Saved entries
"""

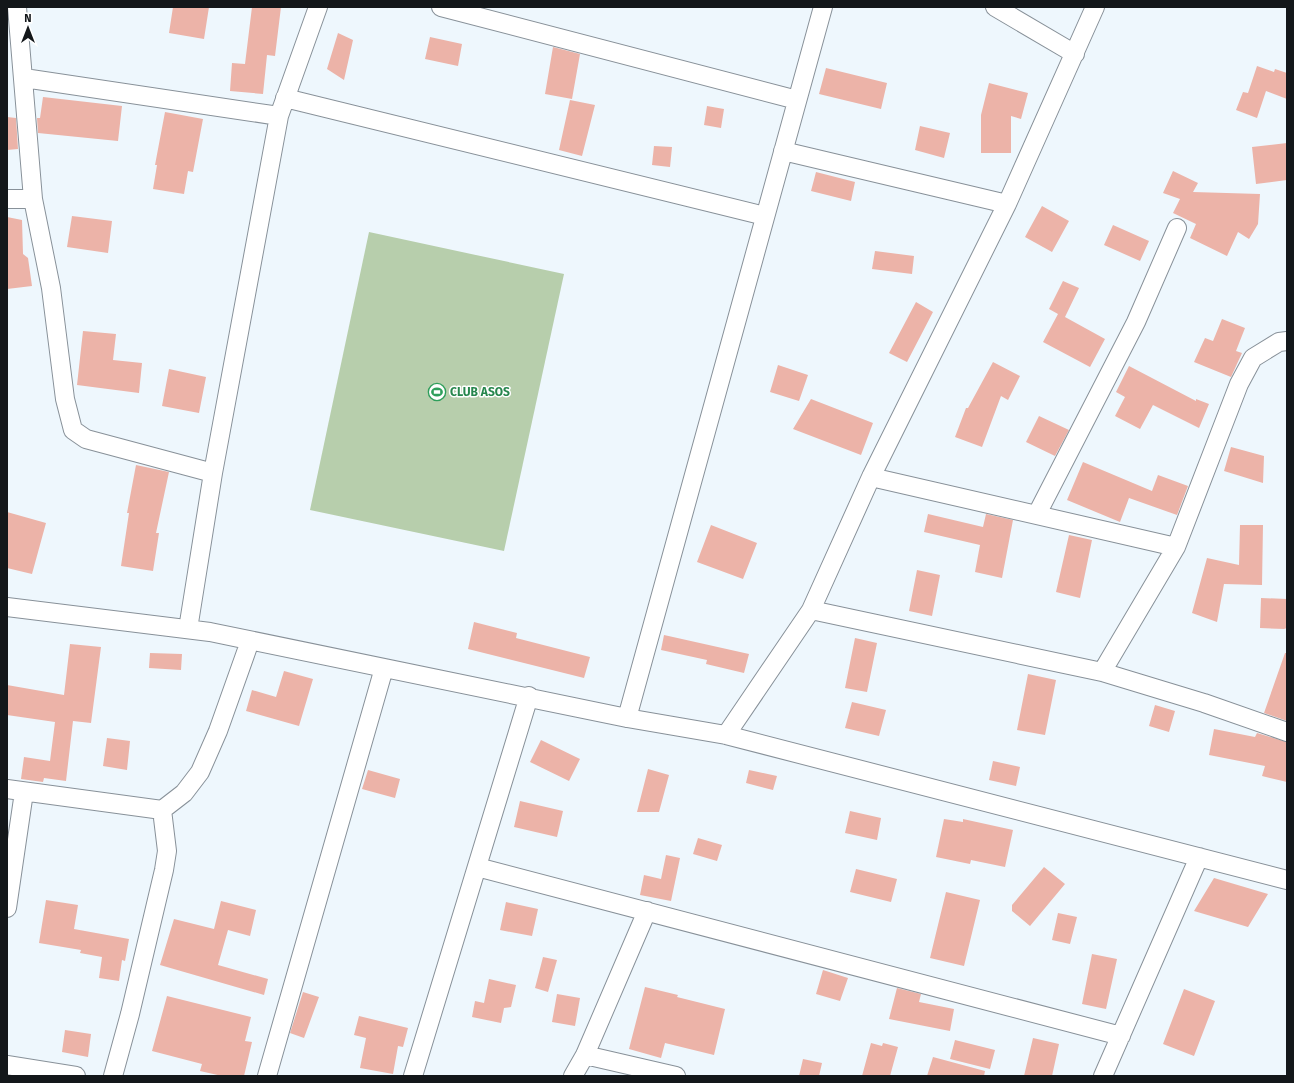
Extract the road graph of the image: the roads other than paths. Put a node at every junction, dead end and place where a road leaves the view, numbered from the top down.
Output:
1 (17, 7) edge
2 (318, 7) edge
3 (441, 7) edge
4 (823, 7) edge
5 (995, 7) edge
6 (1095, 7) edge
7 (1075, 54) junction
8 (24, 78) junction
9 (285, 98) junction
10 (797, 100) junction
11 (278, 116) junction
12 (783, 151) junction
13 (7, 199) edge
14 (33, 199) junction
15 (1007, 204) junction
16 (765, 216) junction
17 (1176, 228) dead end
18 (1287, 341) edge
19 (213, 474) junction
20 (871, 477) junction
21 (1037, 514) junction
22 (1176, 547) junction
23 (7, 607) edge
24 (811, 610) junction
25 (188, 629) junction
26 (250, 641) junction
27 (384, 668) junction
28 (1102, 672) junction
29 (529, 696) junction
30 (627, 718) junction
31 (1287, 732) edge
32 (726, 735) junction
33 (15, 790) edge
34 (162, 810) junction
35 (1199, 857) junction
36 (477, 867) junction
37 (1287, 880) edge
38 (7, 908) edge
39 (647, 911) junction
40 (1121, 1036) junction
41 (585, 1054) junction
42 (7, 1065) edge
43 (76, 1076) edge
44 (113, 1076) edge
45 (267, 1076) edge
46 (414, 1076) edge
47 (573, 1076) edge
48 (676, 1076) edge
49 (1103, 1076) edge

1 - 8 street
2 - 9 street
3 - 10 street
4 - 10 street
5 - 7 street
6 - 7 street
7 - 15 street
8 - 11 street
8 - 14 street
9 - 11 street
9 - 16 street
10 - 12 street
11 - 19 street
12 - 15 street
12 - 16 street
13 - 14 street
14 - 19 street
15 - 20 street
16 - 30 street
17 - 21 street
18 - 22 street
19 - 25 street
20 - 21 street
20 - 24 street
21 - 22 street
22 - 28 street
23 - 25 street
24 - 28 street
24 - 32 street
25 - 26 street
26 - 27 street
26 - 34 street
27 - 29 street
27 - 45 street
28 - 31 street
29 - 30 street
29 - 36 street
30 - 32 street
32 - 35 street
33 - 34 street
33 - 38 street
34 - 44 street
35 - 37 street
35 - 40 street
36 - 39 street
36 - 46 street
39 - 40 street
39 - 41 street
40 - 49 street
41 - 47 street
41 - 48 street
42 - 43 street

"""

_WHAT IS EXPECTED_: Each line of the data that holds "dead" should be reported.

_ANSWER SPACE_:
Extract the road graph of the image: the roads other than paths. Put a node at every junction, dead end and place where a road leaves the view, numbered from the top down.
17 (1176, 228) dead end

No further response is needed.